Ses œuvres, en général, évoquent des organismes vivants qui se développent et entrent en relation ; elles engendrent un mouvement continu dans lequel le propre spectateur est aussi intégré au courant. Ses pièces ne sont ni taillées ni peintes et ne sont pas non plus des images fixes, mais se trouvent dans un état d'évolution constante.
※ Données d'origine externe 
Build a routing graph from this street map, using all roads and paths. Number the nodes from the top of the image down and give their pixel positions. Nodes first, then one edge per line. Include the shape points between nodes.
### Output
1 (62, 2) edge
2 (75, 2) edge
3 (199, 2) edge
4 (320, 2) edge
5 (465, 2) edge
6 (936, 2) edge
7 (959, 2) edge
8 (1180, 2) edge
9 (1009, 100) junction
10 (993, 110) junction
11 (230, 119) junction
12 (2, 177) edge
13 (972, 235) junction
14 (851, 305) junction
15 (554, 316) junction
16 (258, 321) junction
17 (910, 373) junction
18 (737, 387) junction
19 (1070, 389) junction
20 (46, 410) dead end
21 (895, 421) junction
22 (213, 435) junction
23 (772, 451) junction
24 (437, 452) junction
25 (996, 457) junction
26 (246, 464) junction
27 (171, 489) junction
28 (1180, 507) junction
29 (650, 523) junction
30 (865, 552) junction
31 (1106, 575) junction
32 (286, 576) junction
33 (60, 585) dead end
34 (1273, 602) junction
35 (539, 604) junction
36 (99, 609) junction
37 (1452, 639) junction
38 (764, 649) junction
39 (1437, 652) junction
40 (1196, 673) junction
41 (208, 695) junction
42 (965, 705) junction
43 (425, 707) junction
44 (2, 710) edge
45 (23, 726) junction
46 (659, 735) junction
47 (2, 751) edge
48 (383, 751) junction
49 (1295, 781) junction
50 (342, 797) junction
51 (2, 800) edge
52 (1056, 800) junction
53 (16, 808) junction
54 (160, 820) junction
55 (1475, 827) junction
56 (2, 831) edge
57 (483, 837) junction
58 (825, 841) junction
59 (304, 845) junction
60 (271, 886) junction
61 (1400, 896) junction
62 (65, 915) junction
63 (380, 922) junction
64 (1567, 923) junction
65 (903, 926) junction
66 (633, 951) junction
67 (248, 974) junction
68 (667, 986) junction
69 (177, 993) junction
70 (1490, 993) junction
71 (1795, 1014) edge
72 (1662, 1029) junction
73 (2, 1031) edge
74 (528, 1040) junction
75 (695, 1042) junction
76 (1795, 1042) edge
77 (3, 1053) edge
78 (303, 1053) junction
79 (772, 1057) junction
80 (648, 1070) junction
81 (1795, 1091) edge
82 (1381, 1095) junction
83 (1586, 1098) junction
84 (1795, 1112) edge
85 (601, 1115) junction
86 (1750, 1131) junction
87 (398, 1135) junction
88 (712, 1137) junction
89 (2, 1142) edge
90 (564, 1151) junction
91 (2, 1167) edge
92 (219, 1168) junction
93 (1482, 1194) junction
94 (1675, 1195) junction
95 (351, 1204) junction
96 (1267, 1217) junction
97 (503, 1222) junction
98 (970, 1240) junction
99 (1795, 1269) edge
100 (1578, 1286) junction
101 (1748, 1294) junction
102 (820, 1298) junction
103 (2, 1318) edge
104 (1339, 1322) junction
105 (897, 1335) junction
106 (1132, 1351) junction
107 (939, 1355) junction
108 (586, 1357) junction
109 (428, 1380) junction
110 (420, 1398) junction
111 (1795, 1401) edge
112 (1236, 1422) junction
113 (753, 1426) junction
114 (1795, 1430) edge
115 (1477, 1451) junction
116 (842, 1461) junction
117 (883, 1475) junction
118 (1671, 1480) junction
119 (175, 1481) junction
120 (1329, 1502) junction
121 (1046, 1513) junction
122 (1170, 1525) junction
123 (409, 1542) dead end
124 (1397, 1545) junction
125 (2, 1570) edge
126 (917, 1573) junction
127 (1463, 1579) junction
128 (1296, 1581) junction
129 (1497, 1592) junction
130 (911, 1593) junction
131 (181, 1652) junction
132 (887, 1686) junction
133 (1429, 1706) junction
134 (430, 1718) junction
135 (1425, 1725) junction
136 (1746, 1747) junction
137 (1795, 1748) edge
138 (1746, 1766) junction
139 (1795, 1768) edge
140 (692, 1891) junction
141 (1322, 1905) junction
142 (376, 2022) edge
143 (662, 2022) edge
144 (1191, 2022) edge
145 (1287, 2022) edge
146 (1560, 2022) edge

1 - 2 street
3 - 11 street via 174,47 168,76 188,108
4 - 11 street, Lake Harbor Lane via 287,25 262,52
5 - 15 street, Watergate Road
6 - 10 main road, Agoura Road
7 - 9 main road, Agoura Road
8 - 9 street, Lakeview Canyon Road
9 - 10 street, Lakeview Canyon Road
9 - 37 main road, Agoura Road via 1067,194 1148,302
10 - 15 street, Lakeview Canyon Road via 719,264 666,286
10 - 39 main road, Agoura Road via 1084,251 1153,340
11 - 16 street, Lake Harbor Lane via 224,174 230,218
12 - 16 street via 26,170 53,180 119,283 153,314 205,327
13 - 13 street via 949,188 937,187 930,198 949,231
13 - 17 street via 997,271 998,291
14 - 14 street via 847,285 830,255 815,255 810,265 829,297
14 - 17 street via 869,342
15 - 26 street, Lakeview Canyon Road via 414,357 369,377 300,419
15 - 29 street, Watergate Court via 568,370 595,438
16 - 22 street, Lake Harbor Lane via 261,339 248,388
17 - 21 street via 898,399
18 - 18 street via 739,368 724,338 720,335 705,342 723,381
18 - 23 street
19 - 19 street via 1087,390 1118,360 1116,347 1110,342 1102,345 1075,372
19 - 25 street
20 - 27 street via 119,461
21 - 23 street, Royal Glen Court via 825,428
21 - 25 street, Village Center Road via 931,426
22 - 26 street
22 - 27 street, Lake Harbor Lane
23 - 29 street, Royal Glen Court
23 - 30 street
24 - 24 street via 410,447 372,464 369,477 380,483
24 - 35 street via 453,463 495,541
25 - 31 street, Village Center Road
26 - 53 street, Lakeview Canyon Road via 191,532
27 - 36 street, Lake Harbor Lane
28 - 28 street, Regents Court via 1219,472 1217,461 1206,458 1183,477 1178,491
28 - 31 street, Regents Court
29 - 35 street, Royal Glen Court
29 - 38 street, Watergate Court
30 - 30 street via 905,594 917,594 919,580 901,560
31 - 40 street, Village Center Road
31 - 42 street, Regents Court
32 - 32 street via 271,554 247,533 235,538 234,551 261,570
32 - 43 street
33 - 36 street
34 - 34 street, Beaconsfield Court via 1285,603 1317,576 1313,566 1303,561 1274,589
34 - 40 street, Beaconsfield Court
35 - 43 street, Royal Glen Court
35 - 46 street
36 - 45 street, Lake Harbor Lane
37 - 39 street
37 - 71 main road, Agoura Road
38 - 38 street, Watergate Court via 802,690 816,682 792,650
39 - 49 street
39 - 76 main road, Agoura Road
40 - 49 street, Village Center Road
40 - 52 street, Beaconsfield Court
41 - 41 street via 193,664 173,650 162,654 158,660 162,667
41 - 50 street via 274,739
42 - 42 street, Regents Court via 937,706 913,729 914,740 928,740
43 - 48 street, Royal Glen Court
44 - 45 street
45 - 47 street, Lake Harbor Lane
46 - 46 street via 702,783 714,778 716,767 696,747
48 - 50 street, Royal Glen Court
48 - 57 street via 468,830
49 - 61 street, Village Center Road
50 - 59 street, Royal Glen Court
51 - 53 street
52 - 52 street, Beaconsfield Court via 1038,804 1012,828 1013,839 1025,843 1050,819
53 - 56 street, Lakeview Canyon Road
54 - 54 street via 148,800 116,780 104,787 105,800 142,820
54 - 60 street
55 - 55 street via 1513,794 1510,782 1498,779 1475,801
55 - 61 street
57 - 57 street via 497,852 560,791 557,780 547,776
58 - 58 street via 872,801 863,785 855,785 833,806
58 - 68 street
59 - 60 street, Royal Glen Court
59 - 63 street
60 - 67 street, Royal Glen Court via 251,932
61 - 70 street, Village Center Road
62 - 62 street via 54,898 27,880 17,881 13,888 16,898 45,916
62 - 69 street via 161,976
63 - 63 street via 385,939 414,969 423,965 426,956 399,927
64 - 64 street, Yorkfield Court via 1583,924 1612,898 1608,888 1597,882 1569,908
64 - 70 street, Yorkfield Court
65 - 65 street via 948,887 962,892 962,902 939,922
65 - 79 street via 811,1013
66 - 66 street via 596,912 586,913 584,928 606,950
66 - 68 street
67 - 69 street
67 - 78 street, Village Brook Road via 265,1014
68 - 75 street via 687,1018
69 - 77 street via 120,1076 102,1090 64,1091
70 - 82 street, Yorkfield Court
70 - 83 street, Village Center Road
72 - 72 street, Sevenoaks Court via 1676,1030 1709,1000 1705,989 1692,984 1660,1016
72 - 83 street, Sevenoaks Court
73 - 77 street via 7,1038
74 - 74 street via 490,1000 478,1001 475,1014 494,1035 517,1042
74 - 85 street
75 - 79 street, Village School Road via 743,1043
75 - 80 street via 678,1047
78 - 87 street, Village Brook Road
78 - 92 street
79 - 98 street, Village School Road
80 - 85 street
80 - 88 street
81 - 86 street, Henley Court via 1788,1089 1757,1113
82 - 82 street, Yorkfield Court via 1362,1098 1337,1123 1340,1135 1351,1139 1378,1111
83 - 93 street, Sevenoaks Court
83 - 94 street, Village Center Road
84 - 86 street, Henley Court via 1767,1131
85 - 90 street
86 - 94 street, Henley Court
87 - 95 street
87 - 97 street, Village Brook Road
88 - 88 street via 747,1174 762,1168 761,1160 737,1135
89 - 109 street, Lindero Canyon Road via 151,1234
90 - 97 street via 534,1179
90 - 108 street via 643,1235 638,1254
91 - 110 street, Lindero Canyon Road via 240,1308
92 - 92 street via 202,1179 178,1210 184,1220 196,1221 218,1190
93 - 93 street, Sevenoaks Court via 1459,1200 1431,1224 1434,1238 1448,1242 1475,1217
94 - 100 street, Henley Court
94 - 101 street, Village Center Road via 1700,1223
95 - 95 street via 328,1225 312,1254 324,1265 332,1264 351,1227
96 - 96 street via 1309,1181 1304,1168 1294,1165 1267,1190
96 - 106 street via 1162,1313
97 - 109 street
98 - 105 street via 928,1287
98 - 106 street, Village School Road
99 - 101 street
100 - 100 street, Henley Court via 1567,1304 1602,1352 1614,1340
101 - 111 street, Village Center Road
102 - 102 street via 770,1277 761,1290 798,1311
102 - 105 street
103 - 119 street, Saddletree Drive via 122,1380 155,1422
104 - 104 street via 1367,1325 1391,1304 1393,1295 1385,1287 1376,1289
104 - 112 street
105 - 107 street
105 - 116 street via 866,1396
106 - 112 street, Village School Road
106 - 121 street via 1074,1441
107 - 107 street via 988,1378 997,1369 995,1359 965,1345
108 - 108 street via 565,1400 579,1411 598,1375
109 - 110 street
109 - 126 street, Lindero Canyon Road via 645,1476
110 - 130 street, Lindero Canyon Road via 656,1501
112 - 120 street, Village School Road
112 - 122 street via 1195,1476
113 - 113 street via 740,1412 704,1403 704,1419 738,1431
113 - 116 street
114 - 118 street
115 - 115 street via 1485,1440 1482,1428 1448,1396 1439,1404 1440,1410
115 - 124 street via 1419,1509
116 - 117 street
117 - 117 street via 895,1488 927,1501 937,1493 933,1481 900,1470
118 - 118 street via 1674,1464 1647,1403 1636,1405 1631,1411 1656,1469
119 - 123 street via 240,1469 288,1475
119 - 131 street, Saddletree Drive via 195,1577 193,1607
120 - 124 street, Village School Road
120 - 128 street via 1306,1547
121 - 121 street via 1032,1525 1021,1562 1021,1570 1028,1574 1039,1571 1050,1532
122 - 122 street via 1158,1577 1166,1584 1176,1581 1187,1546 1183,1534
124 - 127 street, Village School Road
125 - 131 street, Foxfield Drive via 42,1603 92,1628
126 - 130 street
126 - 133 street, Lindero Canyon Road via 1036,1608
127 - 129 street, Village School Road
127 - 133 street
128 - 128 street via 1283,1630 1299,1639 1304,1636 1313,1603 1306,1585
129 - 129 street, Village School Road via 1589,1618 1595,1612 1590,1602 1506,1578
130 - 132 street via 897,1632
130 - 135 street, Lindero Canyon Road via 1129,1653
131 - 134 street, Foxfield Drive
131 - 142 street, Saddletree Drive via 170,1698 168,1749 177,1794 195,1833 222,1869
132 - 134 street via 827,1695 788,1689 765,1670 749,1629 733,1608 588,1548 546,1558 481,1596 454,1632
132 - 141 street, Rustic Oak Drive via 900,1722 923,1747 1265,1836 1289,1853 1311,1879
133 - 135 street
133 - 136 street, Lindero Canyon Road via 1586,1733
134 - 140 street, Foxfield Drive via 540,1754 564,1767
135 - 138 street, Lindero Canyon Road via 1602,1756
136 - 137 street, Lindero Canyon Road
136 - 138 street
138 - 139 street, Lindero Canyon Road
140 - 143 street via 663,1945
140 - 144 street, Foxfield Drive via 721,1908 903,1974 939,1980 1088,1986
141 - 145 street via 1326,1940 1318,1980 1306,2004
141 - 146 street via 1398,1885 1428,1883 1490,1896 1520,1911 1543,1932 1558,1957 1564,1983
Le corps féminin qui tombe (de Léviathan Thot) est une installation constituée d’une filet de gaze monumentale et de bas de nylon de différentes tailles lestés de billes de mousse de polystyrène. Ces bas qui pendent du plafond prennent une forme tubulaire en fonction du poids et de la gravité et se terminent par des formations bulbeuses à leur extrémité. Ils pendent comme des pendules autour de nous et sur notre tête. La pièce transforme l’espace de l’Atrium du Musée, qui cesse d’être un simple contenant pour devenir un espace émotionnel où l’expérience artistique se transforme en un évènement multisensoriel. 4

En nous déplaçant entre les éléments de l’installation, nos sentiments entrent en résonnance avec les émotions des autres personnes avec lesquelles nous partageons l’espace. L’Atrium, à l’instar du spectateur, participe de l’œuvre d’art, mais non pas comme un corps étranger interférant avec elle, mais comme un élément qui lui est propre, comme une prolongation de l’œuvre.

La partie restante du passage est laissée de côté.